Globally, seals, otters and other species are increasingly infected by parasites and other diseases long common to domesticated animals like goats, cows, cats and dogs, marine mammal experts told a major science conference.
The diseases also increasingly threaten people who utilize the oceans for recreation, work or a source of seafood, scientists told reporters at the annual meeting of the American Association for the Advancement of Science, held this year in this western Canadian city.
When dead sea mammals started washing ashore on Canada’s west coast in greater numbers, marine biologist Andrew Trites was distressed to find that domestic animal diseases were killing them.

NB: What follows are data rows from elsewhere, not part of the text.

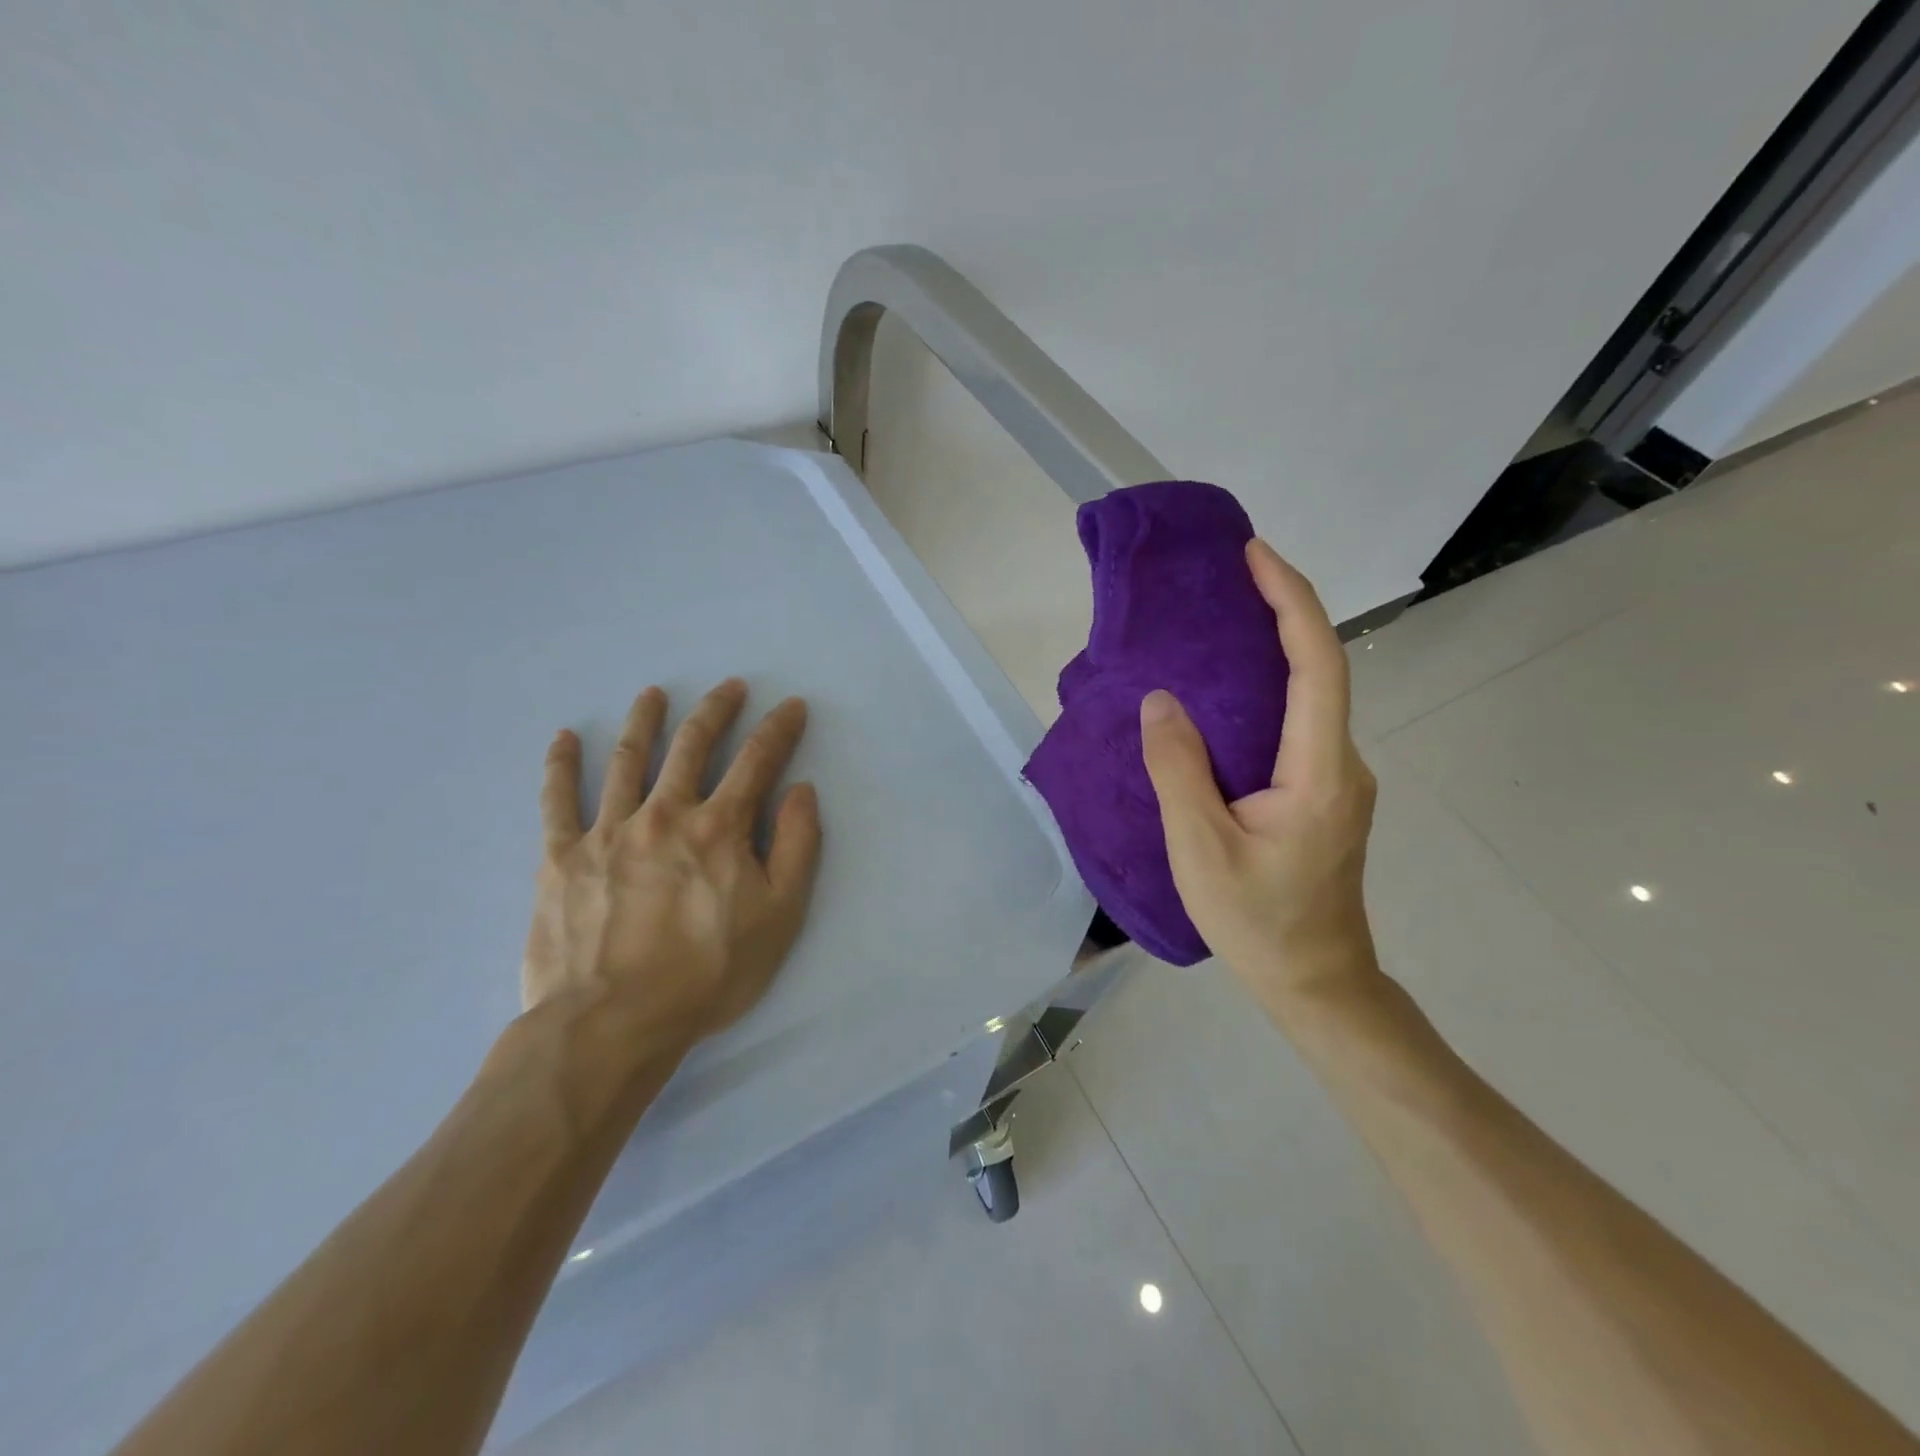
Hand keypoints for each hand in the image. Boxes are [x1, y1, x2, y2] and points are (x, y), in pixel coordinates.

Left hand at [521, 679, 821, 1048]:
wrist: (612, 1023)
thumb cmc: (708, 973)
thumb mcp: (780, 916)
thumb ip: (797, 846)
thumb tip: (800, 789)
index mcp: (719, 828)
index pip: (757, 761)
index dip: (778, 729)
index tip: (791, 706)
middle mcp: (664, 814)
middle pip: (692, 746)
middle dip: (716, 711)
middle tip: (729, 686)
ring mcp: (608, 831)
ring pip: (628, 760)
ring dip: (645, 721)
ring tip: (653, 694)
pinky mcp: (562, 857)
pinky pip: (557, 801)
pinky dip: (561, 765)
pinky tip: (565, 738)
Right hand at [1140, 539, 1379, 1008]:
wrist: (1315, 982)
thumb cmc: (1258, 922)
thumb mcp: (1201, 849)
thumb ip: (1179, 770)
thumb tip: (1161, 699)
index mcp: (1320, 770)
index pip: (1318, 664)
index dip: (1290, 602)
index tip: (1254, 557)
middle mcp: (1341, 763)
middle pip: (1319, 670)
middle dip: (1279, 613)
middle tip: (1226, 579)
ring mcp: (1336, 780)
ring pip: (1308, 698)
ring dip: (1270, 651)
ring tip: (1217, 624)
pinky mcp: (1322, 794)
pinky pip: (1295, 725)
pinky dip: (1264, 693)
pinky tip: (1223, 696)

According to Trite, director of the Marine Mammal Research Unit at the Fisheries Center at University of British Columbia, the bodies washing ashore are a grim signal.
Parasites, fungi, viruses and bacteria are increasingly passed from land to sea animals because human settlements on coastlines changes water patterns through paving, filling of wetlands that are natural filters, and intensive agriculture run-off, said scientists.
Toxoplasma gondii (sometimes called kitty litter disease), round-worm, single-celled parasites that cause brain swelling and disease that cause cows to abort their fetuses add to the challenges marine animals face from human pollution, Trite said.
Diseases from large agriculture operations “can cause abortion storms” in sea animals, said Michael Grigg, a US expert in parasites with the National Institutes of Health in Bethesda, Maryland.
Grigg said a virulent new Type X strain in California “is now spreading across the US” and samples have found it in South America and Asia. Grigg noted common strains of Toxoplasma gondii are already common in people, infecting as many as 25 per cent of North Americans and 50 to 70 per cent of adult Europeans.
Changes in disease and frequency in sea animals “could have unrecognized impacts on humans as well,” said Melissa Miller, a veterinarian in California. “We live in the same areas, and harvest and eat many of the same foods.”
The panel said increased surveillance was required to monitor the health implications for humans of parasites and pathogens spreading from land to the marine mammals.